Gameplay is important to consider during many steps of the track-making process: when designing the track, when modeling it, testing, placing decorations, etc. Many modules link back to this section as a reference, so you should take the time to read these guidelines thoroughly:
- Each track should have a main path that is fairly balanced and not too difficult to drive. Some tracks, of course, will be harder than others, but the most difficult sections should be kept for side roads and shortcuts.
- Easier tracks should not have turns that require drifting. Bank curves if necessary!
- Alternate roads should not not allow for a shortcut unless there is some sort of risk in taking the shortcut. For example, there is shortcut in Gran Paradiso Island, but the player risks falling into the water.
- Reward players for trying something unusual with items or a shortcut. For example, Zen Garden has some hidden nitros if you are careful.
- Use items or nitros to help mark the path, where necessary.
- It should ALWAYS be very clear where you are allowed to go and what areas are restricted. That doesn't means the track can't be a bit like a maze, but the player should always know where the main driveline is, although alternate routes can also be visible. (i.e. What constitutes the drivable area should be clearly visible, though of course there can be more than one path leading to the finish line.)
- Try to not break the flow of the track, imagine the track like a river flowing, you should avoid "turbulent" sections
- In most cases, you should avoid making the track too narrow—when playing with lots of AI karts especially, this will result in a lot of frustrating collisions between karts.
- Avoid making the track too long. Over 1:30 is definitely too long; between approximately 1 minute and 1 minute 30 seconds is considered appropriate for one lap without using boosters and other items (like nitro).
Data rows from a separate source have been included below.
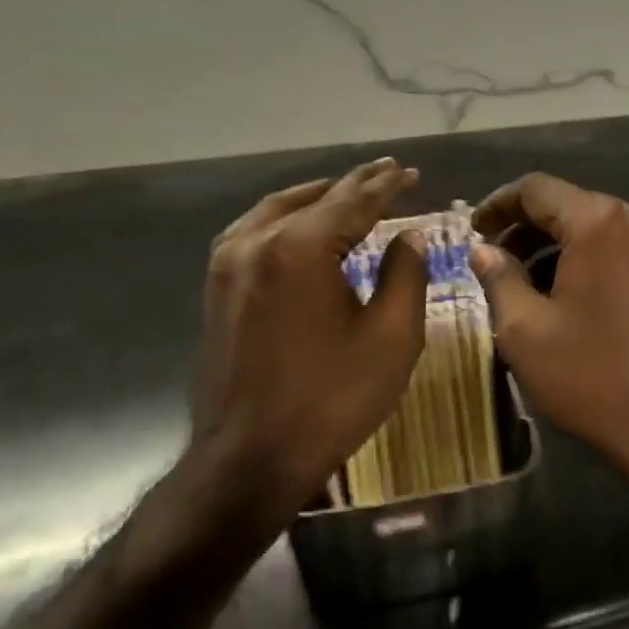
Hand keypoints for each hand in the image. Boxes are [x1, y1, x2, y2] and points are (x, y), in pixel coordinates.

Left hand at [188, 158, 427, 533]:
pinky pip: (254, 231)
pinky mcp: (216, 287)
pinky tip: (302, 225)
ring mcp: (227, 263)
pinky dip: (287, 218)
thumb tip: (408, 236)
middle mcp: (256, 242)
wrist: (250, 458)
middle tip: (388, 171)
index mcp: (301, 249)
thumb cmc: (332, 399)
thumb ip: (405, 274)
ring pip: (278, 209)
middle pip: (315, 199)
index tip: (411, 172)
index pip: (354, 201)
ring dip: (318, 197)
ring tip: (350, 190)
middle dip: (355, 184)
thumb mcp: (392, 337)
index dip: (388, 186)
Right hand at [470, 174, 628, 504]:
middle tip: (496, 264)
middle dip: (529, 231)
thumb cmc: (596, 379)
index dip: (498, 205)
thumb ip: (499, 278)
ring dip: (563, 249)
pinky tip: (578, 299)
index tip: (474, 231)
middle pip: (573, 207)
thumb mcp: (526, 332)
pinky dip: (596, 263)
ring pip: (603, 231)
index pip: (537, 189)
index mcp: (602, 222)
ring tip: (532, 288)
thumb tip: (484, 250)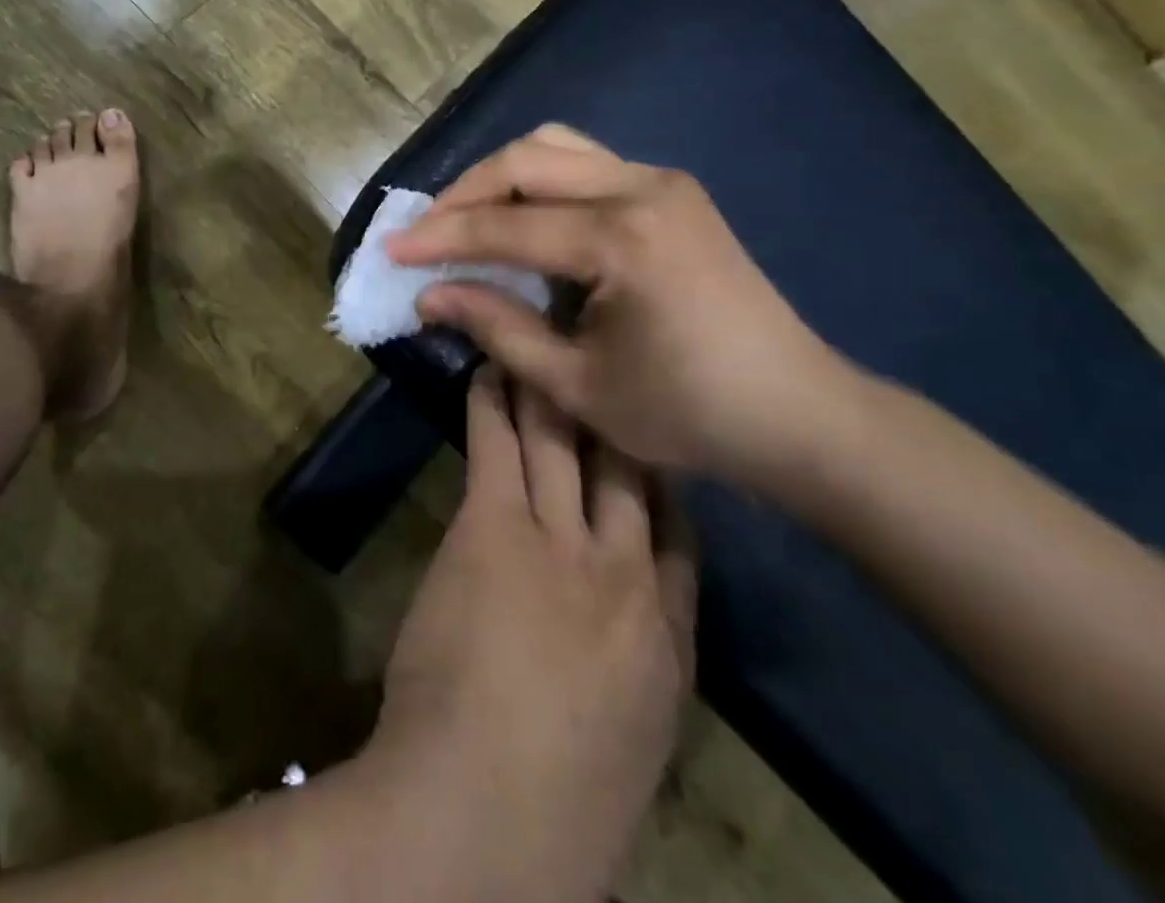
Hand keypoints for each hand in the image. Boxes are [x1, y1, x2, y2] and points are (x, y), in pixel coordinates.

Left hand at [373, 366, 695, 902]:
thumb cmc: (557, 811)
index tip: (651, 444)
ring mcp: (561, 545)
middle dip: (617, 413)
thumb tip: (624, 642)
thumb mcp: (628, 746)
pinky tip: (487, 370)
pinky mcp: (495, 529)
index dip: (664, 482)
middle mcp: (626, 577)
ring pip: (565, 442)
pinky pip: (499, 446)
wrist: (482, 822)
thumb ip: (634, 680)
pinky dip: (494, 403)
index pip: (682, 539)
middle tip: (601, 359)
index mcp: (669, 643)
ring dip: (550, 389)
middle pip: (630, 470)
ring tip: (537, 342)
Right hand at [385, 125, 855, 487]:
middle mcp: (641, 188)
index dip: (440, 237)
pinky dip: (541, 182)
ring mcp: (663, 181)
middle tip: (426, 232)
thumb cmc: (687, 412)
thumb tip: (430, 295)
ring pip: (557, 147)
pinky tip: (525, 220)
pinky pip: (587, 163)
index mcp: (621, 240)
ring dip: (503, 177)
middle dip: (465, 192)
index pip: (505, 224)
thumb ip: (498, 327)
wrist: (797, 412)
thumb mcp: (576, 384)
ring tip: (468, 219)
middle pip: (527, 159)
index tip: (391, 249)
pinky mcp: (673, 190)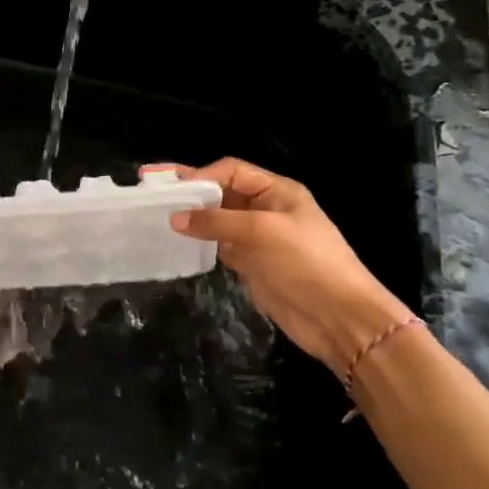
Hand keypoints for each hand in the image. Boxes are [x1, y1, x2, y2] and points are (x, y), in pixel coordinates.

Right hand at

- Always try to find an appropriate balance between straights and turns. Too many straights may be boring, but too many curves (especially very tight ones) will make the track hard to drive.
- There should be plenty of space to land after a jump—make the track quite wide. Cocoa Temple is a good example of this.
"What?!" you say? Wasn't style covered on the Style page? These guidelines are specific to tracks, and thus reduce the noise for other types of artists.
- When creating a track, choose a color palette of just one or two colors to set the theme of the track. Obviously you can use different variations of the colors to add variety, and a red barrel will always be red, regardless of your palette. But to keep the track consistent, you must use the same colors throughout. The main colors in Antediluvian Abyss, for example, are blue and gray.
- Complementing the note about color palettes above, each track's style should be consistent. Although your track might have multiple sections, the main theme does not change. Cocoa Temple is a good example of this.
- Avoid façades that look awful as soon as a kart leaves the road. Your track should have a beautiful landscape. The new version of STK has a render view of 16km if needed.
About Including Your Track in Main
The visual quality of SuperTuxKart has steadily improved from version to version. We thus have to say that unfortunately we can't accept everyone's contributions (but you may put them on the Add-On site). Keeping the visual side improving is important to achieve a high-quality game. Therefore, in general only contributions from people with decent Blender experience will become part of the main game. If you are new to Blender, you are free (and even welcome) to try learning by making tracks; however it must be said right from the beginning that unless you learn very fast or have natural talent, your (first?) tracks will most likely not go in main. Note, however, that there is nothing preventing you from releasing your own add-ons on the forums or Add-On site, to share with others.
Also be sure to read about Communication. Following the guidelines there will help keep the community a happier and friendlier place.